══ Given entries ══

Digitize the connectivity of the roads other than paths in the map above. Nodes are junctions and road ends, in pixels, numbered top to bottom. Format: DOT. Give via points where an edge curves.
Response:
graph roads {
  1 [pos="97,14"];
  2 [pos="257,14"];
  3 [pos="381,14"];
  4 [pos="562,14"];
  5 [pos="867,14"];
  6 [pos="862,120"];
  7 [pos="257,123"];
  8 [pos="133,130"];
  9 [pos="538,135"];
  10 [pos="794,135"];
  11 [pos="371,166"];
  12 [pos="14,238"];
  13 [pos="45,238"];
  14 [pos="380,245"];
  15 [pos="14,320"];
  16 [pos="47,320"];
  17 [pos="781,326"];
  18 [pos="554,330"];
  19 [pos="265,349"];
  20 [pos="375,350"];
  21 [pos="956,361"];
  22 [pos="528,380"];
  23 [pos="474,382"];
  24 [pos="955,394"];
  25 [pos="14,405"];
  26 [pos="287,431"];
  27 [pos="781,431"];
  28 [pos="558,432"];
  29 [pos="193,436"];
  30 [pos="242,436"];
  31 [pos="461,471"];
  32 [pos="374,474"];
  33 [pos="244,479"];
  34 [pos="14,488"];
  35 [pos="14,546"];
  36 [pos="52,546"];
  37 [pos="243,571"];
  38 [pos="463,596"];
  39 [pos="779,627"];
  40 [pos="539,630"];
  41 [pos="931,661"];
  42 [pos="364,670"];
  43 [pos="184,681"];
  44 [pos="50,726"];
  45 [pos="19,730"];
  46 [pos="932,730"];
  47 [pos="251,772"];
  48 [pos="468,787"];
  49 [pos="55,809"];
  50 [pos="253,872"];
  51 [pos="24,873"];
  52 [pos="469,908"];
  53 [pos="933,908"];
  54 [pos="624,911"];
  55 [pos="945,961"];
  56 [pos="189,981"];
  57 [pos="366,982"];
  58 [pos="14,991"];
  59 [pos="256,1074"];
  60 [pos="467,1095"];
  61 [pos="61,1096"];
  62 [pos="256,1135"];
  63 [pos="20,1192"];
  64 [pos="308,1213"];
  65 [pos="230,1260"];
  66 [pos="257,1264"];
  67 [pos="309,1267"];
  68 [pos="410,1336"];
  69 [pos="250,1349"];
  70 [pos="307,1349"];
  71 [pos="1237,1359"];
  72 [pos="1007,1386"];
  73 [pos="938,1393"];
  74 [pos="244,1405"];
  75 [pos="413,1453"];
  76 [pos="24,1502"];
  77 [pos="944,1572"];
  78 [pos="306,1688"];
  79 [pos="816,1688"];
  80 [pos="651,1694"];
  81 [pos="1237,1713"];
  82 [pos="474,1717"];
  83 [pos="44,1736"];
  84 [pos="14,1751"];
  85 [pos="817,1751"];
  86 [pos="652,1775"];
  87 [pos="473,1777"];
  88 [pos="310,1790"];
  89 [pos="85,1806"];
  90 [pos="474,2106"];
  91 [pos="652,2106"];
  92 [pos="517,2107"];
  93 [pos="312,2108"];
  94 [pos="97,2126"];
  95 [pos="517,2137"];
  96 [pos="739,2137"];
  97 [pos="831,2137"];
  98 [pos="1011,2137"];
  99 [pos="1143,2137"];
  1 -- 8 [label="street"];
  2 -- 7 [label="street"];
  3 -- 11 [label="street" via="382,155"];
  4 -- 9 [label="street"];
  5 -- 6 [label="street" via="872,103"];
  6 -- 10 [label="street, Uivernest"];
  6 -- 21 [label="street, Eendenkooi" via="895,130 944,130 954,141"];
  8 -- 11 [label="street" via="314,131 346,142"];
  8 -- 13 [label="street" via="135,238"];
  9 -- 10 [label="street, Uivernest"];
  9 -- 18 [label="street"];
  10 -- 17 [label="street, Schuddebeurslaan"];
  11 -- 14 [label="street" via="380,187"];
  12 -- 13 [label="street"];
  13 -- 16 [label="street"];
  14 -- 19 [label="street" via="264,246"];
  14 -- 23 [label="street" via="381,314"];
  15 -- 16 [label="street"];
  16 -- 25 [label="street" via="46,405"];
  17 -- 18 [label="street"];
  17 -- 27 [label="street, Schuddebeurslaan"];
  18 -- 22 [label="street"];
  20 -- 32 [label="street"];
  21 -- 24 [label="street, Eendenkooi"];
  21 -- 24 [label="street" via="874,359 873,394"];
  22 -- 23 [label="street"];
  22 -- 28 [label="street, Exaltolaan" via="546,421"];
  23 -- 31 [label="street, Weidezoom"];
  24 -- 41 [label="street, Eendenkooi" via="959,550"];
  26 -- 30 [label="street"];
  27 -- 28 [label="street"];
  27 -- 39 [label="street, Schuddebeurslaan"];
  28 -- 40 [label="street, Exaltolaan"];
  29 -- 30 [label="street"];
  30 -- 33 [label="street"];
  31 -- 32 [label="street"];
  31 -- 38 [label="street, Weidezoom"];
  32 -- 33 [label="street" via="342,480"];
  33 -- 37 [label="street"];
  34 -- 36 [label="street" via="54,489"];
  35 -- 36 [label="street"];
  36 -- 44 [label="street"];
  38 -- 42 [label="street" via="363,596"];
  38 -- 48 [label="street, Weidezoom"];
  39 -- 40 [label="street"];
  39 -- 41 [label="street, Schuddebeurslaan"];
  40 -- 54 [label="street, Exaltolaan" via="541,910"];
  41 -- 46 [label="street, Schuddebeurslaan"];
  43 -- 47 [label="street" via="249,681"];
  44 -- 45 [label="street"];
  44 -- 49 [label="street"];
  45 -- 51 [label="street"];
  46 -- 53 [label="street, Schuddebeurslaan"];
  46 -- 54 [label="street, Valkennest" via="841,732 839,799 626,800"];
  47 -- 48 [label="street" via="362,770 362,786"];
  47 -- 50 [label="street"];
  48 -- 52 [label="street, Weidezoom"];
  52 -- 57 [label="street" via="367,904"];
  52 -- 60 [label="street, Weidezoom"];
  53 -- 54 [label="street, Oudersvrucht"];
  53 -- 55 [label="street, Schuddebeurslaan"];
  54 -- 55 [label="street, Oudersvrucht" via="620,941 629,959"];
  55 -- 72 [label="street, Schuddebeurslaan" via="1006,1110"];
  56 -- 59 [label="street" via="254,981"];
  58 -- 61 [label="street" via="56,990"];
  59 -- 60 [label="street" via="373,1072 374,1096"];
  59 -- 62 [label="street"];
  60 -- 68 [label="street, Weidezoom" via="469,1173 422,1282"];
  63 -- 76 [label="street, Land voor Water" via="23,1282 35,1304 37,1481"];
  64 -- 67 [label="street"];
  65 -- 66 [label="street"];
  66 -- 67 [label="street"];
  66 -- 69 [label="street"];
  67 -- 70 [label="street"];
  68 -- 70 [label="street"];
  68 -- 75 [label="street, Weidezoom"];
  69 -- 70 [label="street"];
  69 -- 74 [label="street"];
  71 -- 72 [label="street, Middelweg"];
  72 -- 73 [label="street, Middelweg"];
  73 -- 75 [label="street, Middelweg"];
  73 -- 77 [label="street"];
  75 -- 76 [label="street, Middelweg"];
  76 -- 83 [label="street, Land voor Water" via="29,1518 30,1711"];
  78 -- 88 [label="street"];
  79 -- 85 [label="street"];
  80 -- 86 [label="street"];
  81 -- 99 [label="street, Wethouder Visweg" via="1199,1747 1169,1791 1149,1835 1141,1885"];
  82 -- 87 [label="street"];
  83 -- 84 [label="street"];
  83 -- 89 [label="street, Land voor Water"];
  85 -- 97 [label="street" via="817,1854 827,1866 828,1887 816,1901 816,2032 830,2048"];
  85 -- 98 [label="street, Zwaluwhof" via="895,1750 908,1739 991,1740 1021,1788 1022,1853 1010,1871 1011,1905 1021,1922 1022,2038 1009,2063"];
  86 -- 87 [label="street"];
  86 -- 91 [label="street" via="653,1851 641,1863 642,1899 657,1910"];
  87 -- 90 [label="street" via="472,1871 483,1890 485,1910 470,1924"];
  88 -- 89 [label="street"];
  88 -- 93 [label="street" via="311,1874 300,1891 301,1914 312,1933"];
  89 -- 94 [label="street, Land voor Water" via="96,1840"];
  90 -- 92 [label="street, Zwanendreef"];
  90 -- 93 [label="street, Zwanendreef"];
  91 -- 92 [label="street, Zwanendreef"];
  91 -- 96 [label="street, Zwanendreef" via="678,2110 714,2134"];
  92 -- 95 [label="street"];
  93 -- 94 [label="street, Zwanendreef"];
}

═══

Among the entries above, identify all lines with "Schuddebeurslaan" and copy them.

## Exercise result
  10 -- 17 [label="street, Schuddebeurslaan"];
  17 -- 27 [label="street, Schuddebeurslaan"];
  27 -- 39 [label="street, Schuddebeurslaan"];
  39 -- 41 [label="street, Schuddebeurslaan"];
  41 -- 46 [label="street, Schuddebeurslaan"];
  46 -- 53 [label="street, Schuddebeurslaan"];
  53 -- 55 [label="street, Schuddebeurslaan"];
  55 -- 72 [label="street, Schuddebeurslaan" via="1006,1110"];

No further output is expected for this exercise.